-- Opening Marker --
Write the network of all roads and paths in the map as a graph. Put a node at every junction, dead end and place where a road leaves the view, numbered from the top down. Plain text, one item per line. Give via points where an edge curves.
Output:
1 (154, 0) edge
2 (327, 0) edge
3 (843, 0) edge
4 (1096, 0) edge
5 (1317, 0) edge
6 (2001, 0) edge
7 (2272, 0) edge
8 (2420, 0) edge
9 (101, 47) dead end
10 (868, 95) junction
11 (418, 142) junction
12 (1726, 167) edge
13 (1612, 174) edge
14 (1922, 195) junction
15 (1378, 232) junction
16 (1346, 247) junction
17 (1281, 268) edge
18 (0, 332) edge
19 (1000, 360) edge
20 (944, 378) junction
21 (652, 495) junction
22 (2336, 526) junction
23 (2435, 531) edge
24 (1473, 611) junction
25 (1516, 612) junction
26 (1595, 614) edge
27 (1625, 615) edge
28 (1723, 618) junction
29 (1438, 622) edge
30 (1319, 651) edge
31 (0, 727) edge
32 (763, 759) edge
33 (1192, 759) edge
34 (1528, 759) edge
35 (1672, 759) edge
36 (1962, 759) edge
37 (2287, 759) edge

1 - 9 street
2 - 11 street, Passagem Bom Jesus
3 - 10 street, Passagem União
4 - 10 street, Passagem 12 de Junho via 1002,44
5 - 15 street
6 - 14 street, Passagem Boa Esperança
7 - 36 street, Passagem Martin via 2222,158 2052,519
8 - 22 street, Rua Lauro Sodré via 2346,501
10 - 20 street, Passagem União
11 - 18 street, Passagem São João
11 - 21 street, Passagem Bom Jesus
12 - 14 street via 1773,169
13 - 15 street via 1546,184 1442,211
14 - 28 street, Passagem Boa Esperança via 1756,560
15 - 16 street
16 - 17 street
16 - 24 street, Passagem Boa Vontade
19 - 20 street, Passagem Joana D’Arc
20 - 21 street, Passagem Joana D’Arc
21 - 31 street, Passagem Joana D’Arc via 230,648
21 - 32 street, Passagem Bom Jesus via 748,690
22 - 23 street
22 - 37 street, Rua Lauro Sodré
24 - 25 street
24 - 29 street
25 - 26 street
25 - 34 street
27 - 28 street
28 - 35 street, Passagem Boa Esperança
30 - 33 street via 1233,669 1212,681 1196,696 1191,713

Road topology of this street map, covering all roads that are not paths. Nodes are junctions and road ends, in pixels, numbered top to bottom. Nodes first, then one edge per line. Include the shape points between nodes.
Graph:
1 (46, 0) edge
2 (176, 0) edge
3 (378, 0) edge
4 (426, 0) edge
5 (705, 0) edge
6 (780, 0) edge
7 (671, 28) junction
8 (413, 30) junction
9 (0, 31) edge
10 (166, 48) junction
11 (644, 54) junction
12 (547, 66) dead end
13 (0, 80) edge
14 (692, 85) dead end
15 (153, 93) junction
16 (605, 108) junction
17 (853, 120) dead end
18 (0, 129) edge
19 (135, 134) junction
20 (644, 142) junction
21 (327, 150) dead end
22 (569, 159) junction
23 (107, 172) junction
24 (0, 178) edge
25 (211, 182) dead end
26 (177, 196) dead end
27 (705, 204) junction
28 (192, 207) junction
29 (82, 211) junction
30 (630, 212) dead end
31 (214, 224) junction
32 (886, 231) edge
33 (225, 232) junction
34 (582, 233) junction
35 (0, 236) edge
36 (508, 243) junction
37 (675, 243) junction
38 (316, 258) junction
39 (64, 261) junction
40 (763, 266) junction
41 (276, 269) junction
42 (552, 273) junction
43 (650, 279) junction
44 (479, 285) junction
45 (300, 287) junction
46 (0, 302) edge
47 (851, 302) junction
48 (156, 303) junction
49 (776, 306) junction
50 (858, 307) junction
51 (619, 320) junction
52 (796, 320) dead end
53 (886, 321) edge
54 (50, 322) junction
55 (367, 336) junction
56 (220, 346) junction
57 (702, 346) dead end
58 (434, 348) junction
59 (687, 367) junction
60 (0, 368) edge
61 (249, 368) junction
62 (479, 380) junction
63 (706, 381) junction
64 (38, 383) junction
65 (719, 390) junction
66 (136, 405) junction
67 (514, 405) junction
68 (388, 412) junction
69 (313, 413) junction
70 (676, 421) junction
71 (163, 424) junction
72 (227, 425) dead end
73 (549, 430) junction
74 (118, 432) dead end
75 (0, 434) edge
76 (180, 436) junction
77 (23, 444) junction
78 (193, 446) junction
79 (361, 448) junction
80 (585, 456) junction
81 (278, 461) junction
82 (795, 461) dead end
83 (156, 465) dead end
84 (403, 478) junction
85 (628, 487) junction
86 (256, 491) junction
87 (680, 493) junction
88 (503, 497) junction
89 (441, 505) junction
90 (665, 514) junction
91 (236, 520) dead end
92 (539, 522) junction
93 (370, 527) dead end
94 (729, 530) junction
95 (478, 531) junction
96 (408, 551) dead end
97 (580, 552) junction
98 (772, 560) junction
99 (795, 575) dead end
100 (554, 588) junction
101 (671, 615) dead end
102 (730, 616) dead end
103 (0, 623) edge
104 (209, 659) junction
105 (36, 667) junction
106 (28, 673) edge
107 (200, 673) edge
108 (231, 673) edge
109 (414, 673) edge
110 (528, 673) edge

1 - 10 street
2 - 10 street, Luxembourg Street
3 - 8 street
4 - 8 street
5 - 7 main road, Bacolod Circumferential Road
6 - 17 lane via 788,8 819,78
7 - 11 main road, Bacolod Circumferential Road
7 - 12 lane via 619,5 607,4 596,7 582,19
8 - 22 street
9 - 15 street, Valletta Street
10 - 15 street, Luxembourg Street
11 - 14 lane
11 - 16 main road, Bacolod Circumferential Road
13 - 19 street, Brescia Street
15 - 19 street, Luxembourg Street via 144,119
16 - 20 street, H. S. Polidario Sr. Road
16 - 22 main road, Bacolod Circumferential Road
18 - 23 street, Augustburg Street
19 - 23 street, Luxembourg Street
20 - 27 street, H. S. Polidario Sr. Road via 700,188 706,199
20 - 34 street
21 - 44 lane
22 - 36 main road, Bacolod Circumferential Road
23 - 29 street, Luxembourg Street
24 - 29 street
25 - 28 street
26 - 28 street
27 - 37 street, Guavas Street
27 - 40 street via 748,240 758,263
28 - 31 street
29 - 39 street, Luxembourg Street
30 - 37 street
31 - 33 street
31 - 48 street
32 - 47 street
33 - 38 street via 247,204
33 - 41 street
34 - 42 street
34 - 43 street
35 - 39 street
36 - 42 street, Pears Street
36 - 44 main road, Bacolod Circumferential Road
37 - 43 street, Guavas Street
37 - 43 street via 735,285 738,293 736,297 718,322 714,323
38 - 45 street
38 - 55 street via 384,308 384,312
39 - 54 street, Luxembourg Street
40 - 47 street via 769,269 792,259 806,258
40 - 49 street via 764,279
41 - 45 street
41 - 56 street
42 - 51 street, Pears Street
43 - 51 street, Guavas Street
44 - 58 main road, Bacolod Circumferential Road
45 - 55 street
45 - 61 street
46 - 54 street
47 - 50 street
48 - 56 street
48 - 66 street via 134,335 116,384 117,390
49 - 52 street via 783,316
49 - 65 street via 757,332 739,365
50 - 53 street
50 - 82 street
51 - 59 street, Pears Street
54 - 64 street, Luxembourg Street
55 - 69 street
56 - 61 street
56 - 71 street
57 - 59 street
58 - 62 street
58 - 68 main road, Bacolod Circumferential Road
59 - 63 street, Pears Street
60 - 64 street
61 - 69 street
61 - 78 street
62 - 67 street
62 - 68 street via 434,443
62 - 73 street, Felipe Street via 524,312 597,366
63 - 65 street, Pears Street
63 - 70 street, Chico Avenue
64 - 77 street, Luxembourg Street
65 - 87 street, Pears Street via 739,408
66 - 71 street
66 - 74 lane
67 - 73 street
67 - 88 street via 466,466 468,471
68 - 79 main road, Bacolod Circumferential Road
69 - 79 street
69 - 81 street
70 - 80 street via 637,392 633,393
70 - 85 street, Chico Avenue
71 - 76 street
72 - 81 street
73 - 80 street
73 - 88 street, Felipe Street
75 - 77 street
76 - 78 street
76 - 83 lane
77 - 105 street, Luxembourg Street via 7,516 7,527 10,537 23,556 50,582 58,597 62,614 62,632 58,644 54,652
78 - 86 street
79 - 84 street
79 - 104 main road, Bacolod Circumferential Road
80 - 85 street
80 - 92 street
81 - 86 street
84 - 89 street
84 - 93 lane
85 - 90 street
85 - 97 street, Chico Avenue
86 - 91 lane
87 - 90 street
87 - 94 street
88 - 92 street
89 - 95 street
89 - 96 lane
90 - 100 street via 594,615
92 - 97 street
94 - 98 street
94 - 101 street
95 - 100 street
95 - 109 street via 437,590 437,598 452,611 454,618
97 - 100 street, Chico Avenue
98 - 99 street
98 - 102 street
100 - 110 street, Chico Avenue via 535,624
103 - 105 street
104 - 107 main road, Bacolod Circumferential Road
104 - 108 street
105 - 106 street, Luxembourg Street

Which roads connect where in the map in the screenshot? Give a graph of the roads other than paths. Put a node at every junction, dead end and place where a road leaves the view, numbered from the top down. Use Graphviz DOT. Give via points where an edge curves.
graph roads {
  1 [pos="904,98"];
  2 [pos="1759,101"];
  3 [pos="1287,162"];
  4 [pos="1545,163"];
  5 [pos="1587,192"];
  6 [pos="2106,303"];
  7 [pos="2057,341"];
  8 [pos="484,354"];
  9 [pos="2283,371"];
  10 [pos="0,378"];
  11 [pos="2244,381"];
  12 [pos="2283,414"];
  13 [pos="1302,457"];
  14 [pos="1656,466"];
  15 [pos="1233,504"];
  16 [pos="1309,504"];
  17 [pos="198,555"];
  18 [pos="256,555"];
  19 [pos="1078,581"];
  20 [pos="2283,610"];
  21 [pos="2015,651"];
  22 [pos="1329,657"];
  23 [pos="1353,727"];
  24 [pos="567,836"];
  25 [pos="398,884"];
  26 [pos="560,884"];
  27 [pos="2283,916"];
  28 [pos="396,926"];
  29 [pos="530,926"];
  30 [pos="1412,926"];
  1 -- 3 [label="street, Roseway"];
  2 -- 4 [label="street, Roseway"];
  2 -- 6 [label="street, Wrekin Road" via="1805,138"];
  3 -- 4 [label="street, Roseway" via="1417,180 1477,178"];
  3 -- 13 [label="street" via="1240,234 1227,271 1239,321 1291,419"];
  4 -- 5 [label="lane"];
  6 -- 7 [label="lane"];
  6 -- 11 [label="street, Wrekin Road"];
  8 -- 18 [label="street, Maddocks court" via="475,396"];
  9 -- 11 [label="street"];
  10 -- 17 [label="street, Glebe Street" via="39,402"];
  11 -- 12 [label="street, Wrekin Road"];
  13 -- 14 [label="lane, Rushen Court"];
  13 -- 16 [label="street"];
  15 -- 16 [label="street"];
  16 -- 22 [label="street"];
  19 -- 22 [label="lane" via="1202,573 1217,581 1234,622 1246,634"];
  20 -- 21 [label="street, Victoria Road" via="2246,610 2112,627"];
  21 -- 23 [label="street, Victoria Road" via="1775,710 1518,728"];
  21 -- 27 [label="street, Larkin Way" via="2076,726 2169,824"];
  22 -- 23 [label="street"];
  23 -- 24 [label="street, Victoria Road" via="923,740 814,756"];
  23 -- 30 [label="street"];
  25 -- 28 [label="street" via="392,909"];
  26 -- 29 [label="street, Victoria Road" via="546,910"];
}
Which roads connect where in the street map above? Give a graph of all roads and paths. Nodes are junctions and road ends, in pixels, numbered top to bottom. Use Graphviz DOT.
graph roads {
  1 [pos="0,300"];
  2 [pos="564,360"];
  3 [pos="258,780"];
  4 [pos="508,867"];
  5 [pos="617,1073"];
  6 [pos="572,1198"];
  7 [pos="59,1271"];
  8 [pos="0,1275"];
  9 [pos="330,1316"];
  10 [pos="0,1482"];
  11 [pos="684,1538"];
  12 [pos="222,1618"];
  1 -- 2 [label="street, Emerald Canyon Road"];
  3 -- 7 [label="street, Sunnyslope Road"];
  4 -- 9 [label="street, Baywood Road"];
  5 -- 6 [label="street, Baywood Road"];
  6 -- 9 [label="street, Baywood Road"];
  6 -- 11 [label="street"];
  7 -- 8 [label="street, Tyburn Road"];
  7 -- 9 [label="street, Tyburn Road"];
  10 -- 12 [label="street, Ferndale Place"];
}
-- Closing Marker --
== What you need to do ==
Taking the records above as input, show every line in which the word "Jesus" is present.

== Answer to this task ==
2 - 11 street, Passagem Bom Jesus
11 - 21 street, Passagem Bom Jesus
21 - 32 street, Passagem Bom Jesus via 748,690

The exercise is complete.